Fakat hiç ummadığı, tuhaf bir sonuçla karşılaşıyor. Coma galaksi kümesindeki galaksiler, çok hızlı hareket ediyorlar. Öyle hızlı hareket ediyolar ki, kümenin kütlesi, o galaksileri bir arada tutmaya yetecek kadar çok değil.
Peki neden orada kalmaya devam ediyorlar?
Bu durumda iki sonuca ulaşabiliriz gibi gözüküyor. Eğer gerçekten de durum buysa, aslında bu küme sabit bir yapı değil ve galaksiler alıp başlarını başka yere doğru gidecekler.

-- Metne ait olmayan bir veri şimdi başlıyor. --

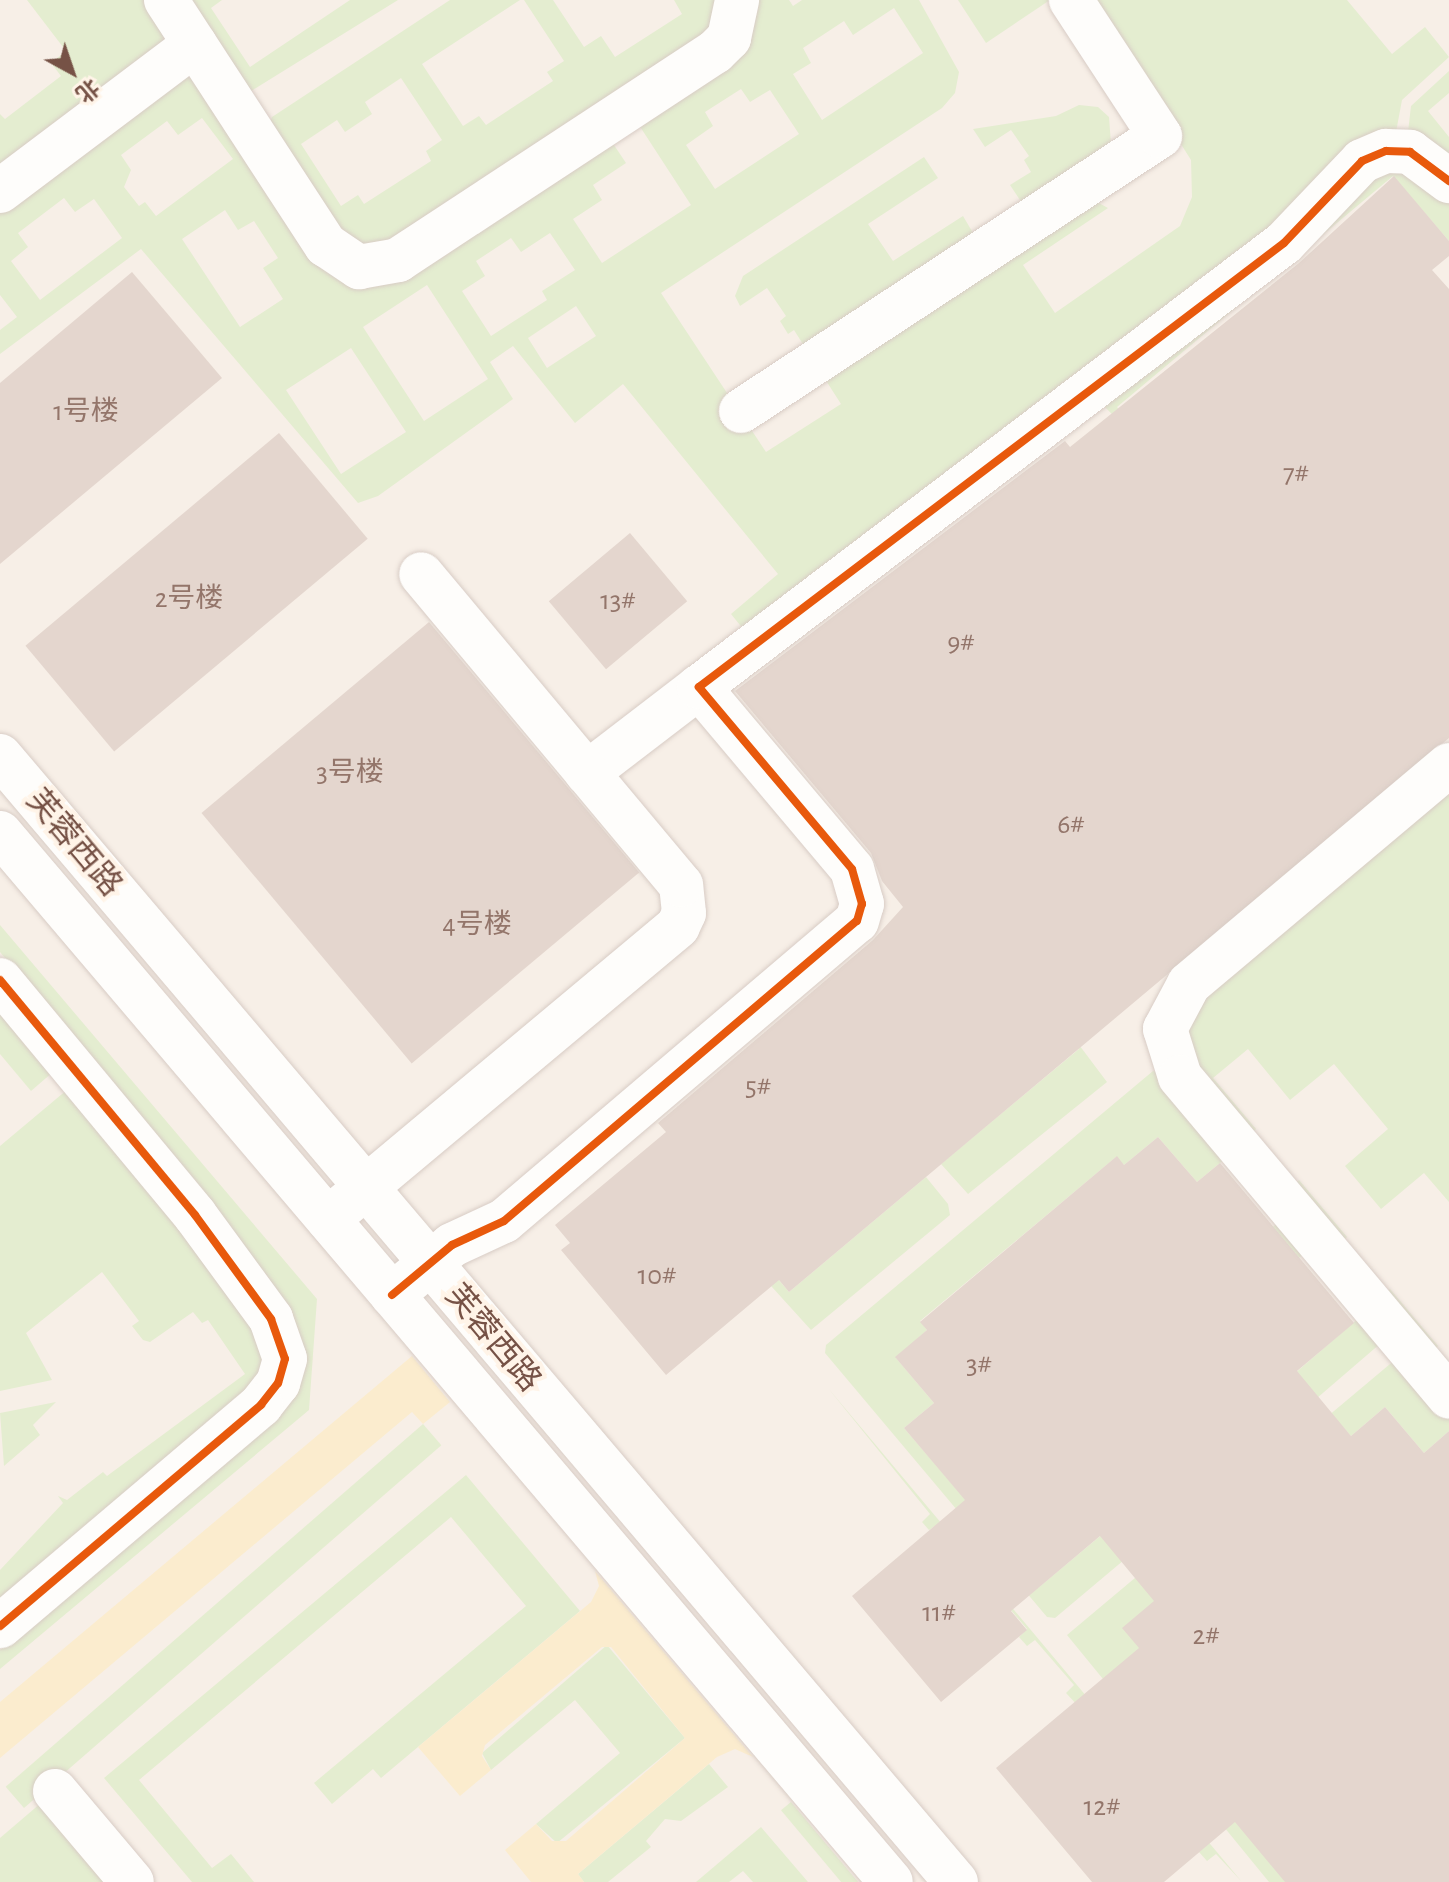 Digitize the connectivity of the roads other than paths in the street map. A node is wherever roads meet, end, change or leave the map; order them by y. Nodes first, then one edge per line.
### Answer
1 (166, 0) edge
2 (737, 0) edge
3 (1071, 0) edge
4 (195, 44) junction
5 (1449, 181) edge
6 (0, 191) edge
7 (741, 411) dead end
8 (421, 574) dead end
9 (699, 687) junction
10 (0, 756) edge
11 (1449, 765) edge
12 (587, 773) junction
13 (0, 833) edge
14 (0, 980) edge
15 (366, 1188) junction
16 (328, 1219) junction
17 (430, 1263) junction
18 (392, 1295) junction
19 (1449, 1397) edge
20 (0, 1626) edge
21 (55, 1791) dead end
22 (132, 1882) edge
23 (891, 1882) edge
24 (956, 1882) edge

1 - 4 street
2 - 4 street
3 - 7 street
4 - 6 street
5 - 9 street
8 - 12 street
9 - 12 street
9 - 17 street
10 - 15 street, 芙蓉西路
11 - 19 street
12 - 15 street
13 - 16 street, 芙蓉西路
14 - 20 street
15 - 16 street
15 - 17 street, 芙蓉西路
16 - 18 street, 芙蓉西路
17 - 18 street
17 - 24 street, 芙蓉西路
18 - 23 street, 芙蓉西路
21 - 22 street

Ama durum böyle değil gibi. O halde yüksek hızdan dolayı fırlayıp gitmelerine mani olan orada göremediğimiz bir kaynaktan gelen fazladan bir kütle çekim olmalı. Belki de galaksilere dair yaptığı kütle tahminleri yanlıştır. Tabii hemen bunu da hesaplıyor. Sonuç daha da şaşırtıcı. O galaksilerin orada dağılmadan durabilmeleri için, gözlemi yapan astronomun hesabından 400 kat daha fazla kütlenin orada olması gerekiyor! E bu kadar büyük bir hesap hatası yapmadığını düşündüğünden haliye Zwicky, orada gözlemini yapamadığımız, ışık saçmayan bir şeyler olduğunu söylüyor.
Belki de evrenin o bölgesinde “Coma kümesinde” yolunda gitmeyen garip bir durum vardır, olamaz mı? Ya da Zwicky bir şeyleri farkında olmadan yanlış yapmıştır. Neticede bu hiç beklenmedik bir durum. Yani gördüğümüzden 400 kat fazlasının orada olduğunu iddia etmek… Üstelik bu öyle bir durum ki, gezegenlerle, meteorlarla, sönük yıldızlarla, hatta karadeliklerle açıklanabilecek bir miktar da değil. Yıldız oluşum modellerine ve diğer gözlemlere göre, bu kayıp kütlenin kaynağını bildiğimiz cisimlerle açıklayamıyoruz.
Derken bu gözlemlerin 3 yıl ardından 1936’da Sinclair Smith, bu sefer başka bir galaksi kümesi olan Virgo kümesine bakıyor. Sonuç? E yine aynı. Orada da yıldızlarla, gezegenlerle ve karadeliklerle açıklanamayacak kadar çok fazla bir kütle varmış gibi duruyor. Göremediğimiz, kayıp bir kütle!
İşte bundan 90 yıl kadar önce bir yandan evrenin oralarında bir şeylerin olması gerektiğini işaret eden kanıtlar bulunuyor. Bir yandan da evrenin buralarında, özellikle de bilim dünyasında soru işaretleri yükselmeye başlıyor.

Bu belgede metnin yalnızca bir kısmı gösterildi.